--- START ---

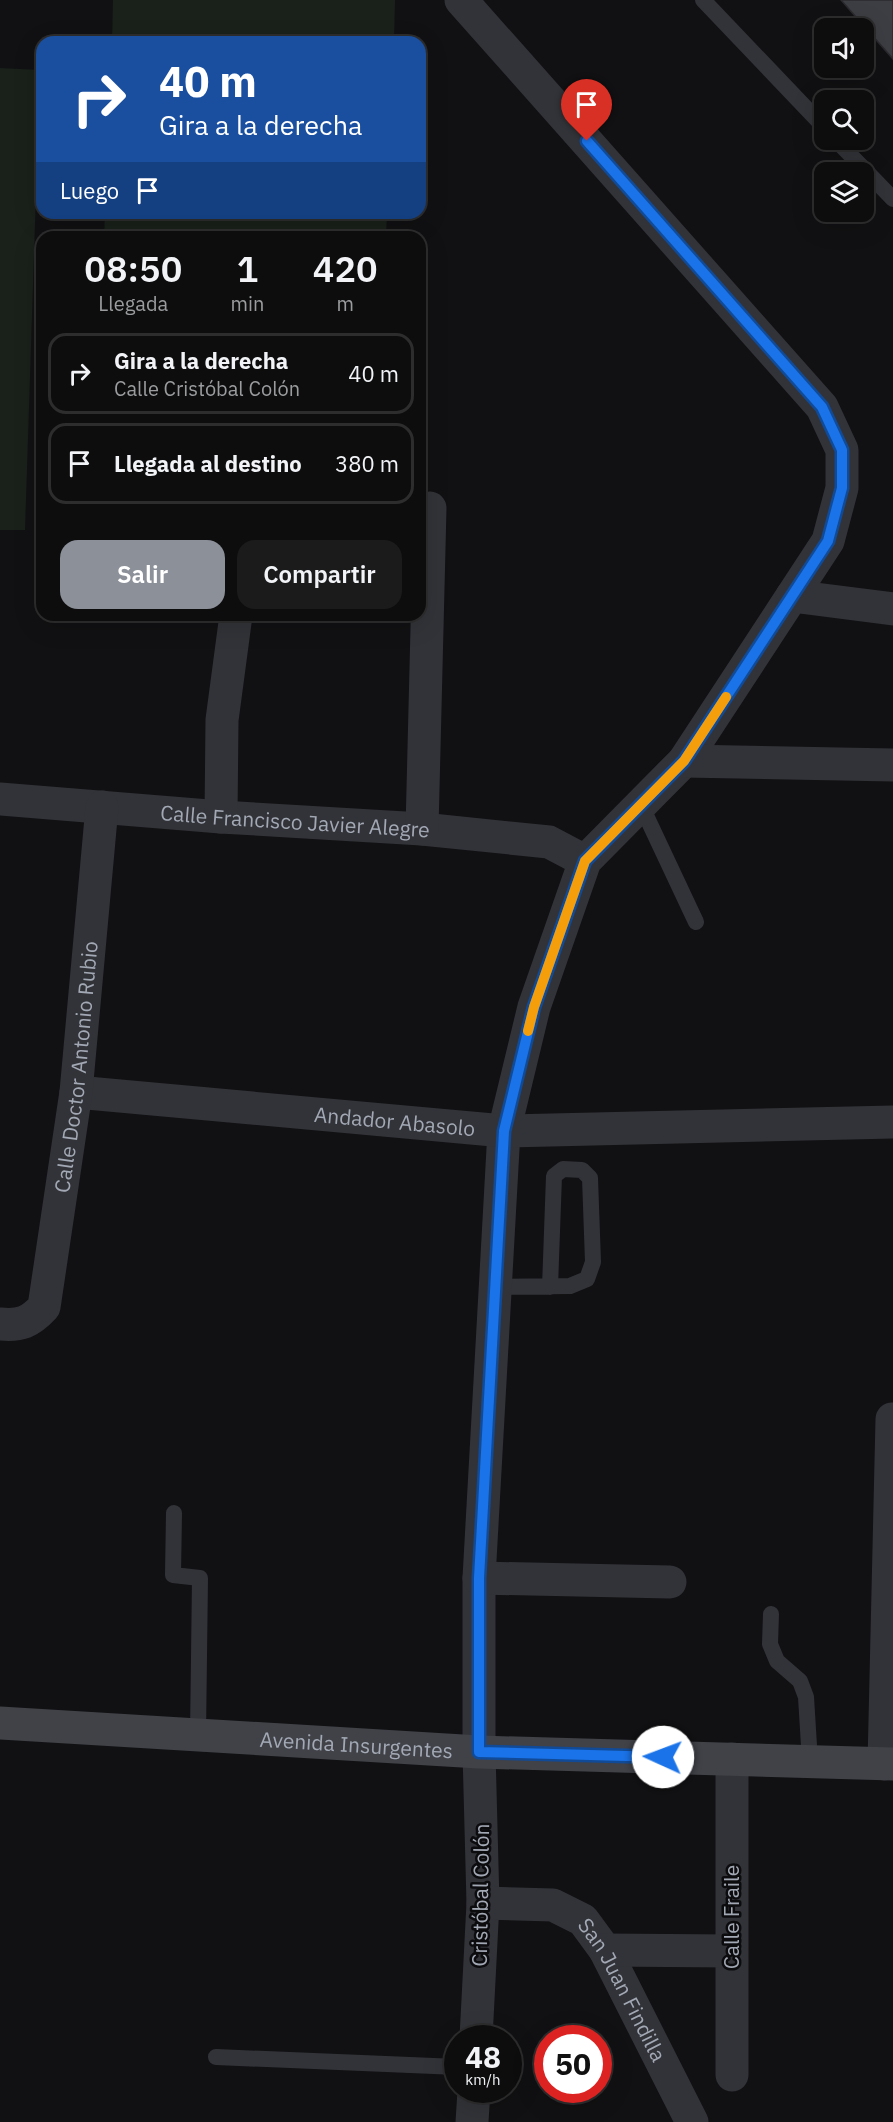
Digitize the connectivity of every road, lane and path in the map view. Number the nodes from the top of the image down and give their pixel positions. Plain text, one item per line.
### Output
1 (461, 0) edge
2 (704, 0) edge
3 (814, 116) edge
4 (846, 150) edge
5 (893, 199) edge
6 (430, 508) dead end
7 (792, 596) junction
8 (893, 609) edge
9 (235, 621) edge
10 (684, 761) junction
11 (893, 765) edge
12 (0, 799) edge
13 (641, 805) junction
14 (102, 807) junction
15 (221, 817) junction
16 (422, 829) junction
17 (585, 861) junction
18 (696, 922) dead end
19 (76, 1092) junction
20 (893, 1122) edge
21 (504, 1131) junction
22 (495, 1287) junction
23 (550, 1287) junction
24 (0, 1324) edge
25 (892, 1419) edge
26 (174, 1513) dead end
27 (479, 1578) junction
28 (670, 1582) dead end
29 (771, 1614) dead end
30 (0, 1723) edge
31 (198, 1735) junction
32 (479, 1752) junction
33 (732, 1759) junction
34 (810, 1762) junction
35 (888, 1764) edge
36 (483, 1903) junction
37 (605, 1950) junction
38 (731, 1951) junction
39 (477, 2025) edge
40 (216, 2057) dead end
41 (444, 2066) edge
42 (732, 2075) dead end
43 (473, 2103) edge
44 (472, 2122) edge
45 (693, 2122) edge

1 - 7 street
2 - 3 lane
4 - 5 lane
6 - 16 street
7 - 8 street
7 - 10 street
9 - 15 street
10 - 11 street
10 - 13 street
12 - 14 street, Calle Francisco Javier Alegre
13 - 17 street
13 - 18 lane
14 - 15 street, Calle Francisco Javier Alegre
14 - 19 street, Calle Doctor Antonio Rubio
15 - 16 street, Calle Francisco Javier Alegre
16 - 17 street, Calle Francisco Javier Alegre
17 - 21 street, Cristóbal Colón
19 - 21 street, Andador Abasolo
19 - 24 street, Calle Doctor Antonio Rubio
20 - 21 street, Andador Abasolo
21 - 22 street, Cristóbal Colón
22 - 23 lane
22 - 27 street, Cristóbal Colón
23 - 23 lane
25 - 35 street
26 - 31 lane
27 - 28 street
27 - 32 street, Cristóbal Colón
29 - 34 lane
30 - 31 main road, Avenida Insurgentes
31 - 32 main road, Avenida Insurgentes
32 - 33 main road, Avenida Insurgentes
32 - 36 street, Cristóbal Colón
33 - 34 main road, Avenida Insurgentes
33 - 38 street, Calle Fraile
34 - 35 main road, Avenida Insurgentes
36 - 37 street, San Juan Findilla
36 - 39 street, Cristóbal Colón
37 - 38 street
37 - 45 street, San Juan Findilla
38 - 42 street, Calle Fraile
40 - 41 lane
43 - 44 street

--- END ---
--- START ---

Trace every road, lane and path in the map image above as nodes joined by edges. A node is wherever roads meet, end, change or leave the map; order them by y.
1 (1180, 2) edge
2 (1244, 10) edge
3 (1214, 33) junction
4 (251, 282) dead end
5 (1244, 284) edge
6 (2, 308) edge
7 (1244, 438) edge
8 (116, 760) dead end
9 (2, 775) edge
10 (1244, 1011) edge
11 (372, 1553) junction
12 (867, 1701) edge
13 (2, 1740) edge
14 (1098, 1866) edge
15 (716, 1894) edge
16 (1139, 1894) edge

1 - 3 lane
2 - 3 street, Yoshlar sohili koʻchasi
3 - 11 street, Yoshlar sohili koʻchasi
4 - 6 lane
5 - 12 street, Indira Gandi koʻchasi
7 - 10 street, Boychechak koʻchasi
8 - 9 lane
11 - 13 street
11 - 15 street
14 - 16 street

--- END ---
--- START ---

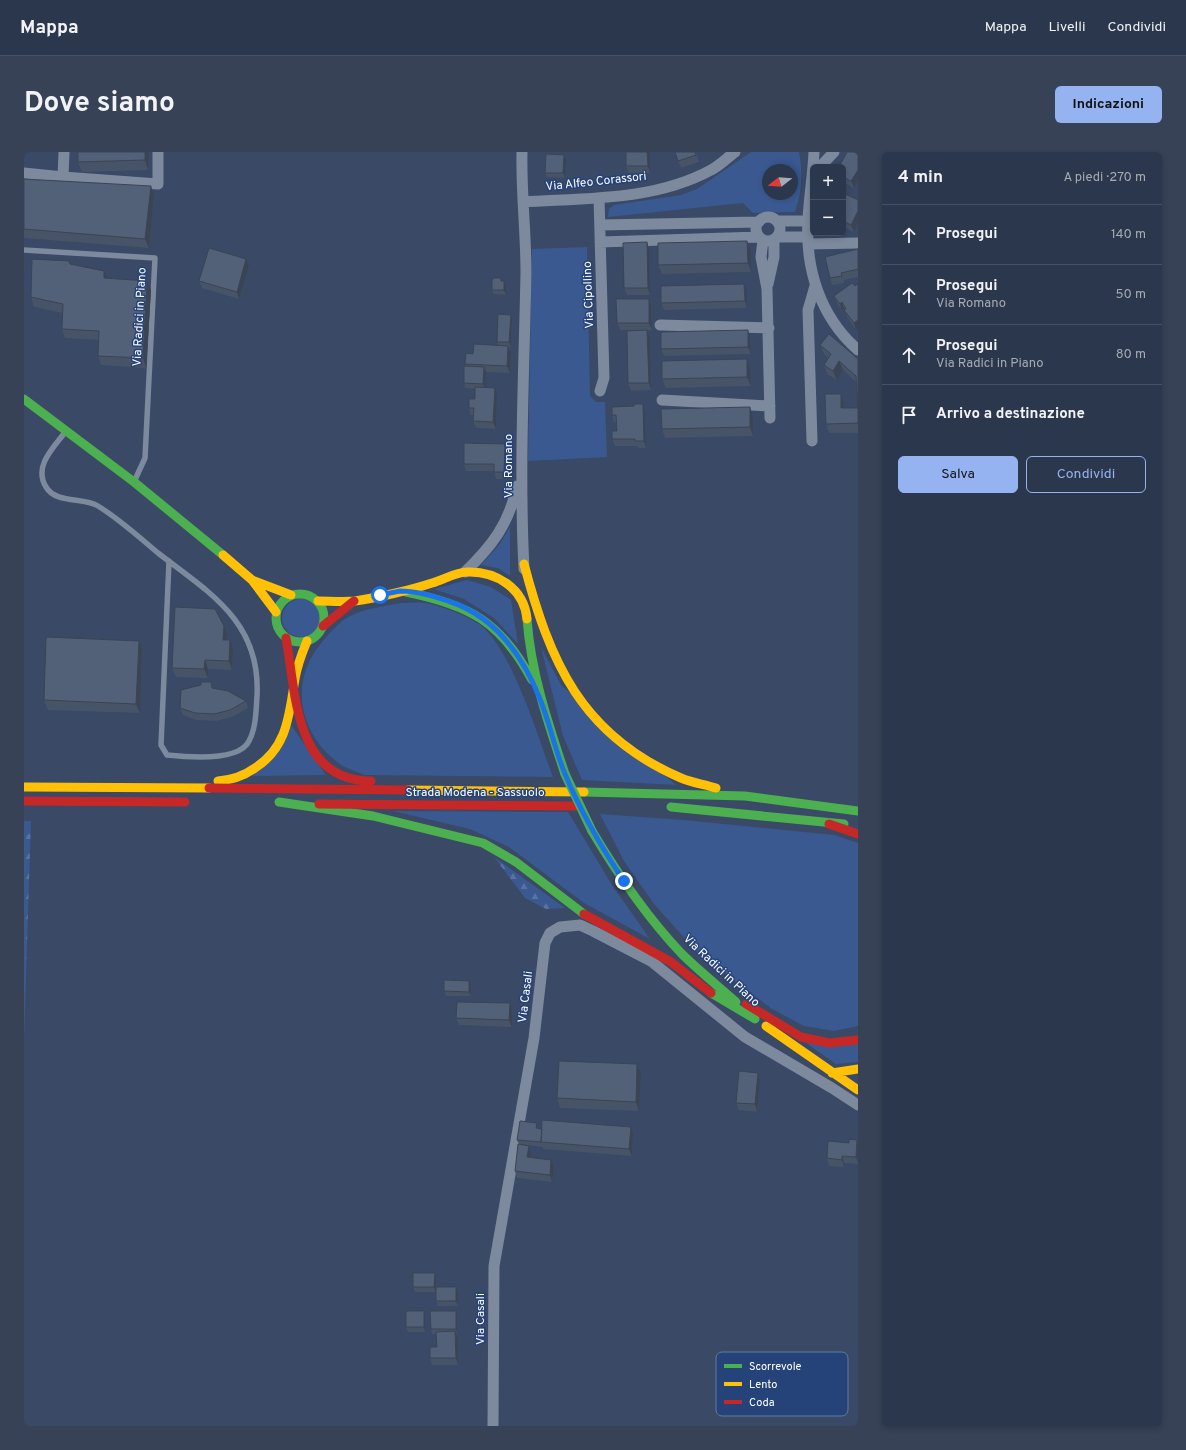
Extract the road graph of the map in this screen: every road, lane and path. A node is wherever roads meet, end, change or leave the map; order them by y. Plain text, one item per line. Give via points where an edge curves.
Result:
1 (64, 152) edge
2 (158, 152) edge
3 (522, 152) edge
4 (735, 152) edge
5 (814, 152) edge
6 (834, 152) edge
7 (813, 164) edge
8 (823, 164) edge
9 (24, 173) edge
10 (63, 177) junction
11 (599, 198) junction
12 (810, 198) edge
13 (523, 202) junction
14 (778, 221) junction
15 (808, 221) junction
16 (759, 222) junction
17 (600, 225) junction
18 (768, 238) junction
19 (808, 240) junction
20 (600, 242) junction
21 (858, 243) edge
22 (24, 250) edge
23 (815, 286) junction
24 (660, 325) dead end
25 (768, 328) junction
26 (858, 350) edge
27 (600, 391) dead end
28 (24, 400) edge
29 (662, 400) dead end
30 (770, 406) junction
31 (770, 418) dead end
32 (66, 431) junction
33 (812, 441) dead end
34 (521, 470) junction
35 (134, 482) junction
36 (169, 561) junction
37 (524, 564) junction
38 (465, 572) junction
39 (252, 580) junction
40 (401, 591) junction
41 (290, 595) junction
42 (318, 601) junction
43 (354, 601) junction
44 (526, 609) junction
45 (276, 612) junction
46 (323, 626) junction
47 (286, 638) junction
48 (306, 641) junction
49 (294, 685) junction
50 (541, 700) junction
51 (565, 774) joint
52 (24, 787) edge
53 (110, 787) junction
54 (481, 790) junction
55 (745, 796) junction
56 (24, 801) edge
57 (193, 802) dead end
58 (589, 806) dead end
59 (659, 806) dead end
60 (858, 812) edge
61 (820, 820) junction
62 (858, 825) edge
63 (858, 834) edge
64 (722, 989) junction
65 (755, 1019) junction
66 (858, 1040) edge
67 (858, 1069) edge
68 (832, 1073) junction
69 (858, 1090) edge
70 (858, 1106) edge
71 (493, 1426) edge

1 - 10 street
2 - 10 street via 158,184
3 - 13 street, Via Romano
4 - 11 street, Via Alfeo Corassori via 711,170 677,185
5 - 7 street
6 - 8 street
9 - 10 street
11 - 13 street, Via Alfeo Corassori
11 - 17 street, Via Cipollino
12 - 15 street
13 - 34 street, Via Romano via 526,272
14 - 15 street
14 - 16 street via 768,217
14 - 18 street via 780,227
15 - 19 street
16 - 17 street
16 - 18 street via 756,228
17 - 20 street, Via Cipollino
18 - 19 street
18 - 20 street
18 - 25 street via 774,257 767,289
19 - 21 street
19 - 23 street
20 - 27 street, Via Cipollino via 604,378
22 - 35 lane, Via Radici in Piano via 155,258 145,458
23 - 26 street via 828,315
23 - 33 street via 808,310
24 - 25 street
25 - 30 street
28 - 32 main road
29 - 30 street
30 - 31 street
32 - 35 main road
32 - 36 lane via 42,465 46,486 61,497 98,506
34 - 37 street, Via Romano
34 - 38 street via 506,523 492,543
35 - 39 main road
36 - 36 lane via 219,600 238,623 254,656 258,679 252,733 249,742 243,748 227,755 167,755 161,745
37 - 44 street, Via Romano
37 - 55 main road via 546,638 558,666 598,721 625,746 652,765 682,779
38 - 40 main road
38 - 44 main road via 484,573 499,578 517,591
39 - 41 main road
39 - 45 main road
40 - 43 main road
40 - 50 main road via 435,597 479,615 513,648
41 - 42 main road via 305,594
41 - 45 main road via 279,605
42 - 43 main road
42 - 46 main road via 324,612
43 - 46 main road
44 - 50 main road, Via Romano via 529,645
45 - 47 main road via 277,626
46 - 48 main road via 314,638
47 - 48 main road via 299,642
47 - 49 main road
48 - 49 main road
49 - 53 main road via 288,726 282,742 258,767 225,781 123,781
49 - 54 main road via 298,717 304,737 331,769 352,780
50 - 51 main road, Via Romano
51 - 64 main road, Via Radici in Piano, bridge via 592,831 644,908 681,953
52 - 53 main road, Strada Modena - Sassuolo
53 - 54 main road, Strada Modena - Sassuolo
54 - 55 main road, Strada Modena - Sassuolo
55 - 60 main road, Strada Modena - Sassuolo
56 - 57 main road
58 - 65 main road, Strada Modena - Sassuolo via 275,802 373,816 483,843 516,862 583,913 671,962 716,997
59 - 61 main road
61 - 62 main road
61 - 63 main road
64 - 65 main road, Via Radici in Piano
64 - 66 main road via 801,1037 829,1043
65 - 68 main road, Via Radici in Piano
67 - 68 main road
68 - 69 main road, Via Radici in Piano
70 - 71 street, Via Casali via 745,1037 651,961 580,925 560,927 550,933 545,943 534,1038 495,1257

--- END ---

WHAT YOU ARE ASKED TO DO: For every line in the data above that has the string "Plain", return that line.

WRITTEN SOLUTION:
Digitize the connectivity of every road, lane and path in the map view. Number the nodes from the top of the image down and give their pixel positions. Plain text, one item per line.
Extract the road graph of the map in this screen: every road, lane and path. A node is wherever roads meet, end, change or leave the map; order them by y. Plain text, one item per line. Give via points where an edge curves.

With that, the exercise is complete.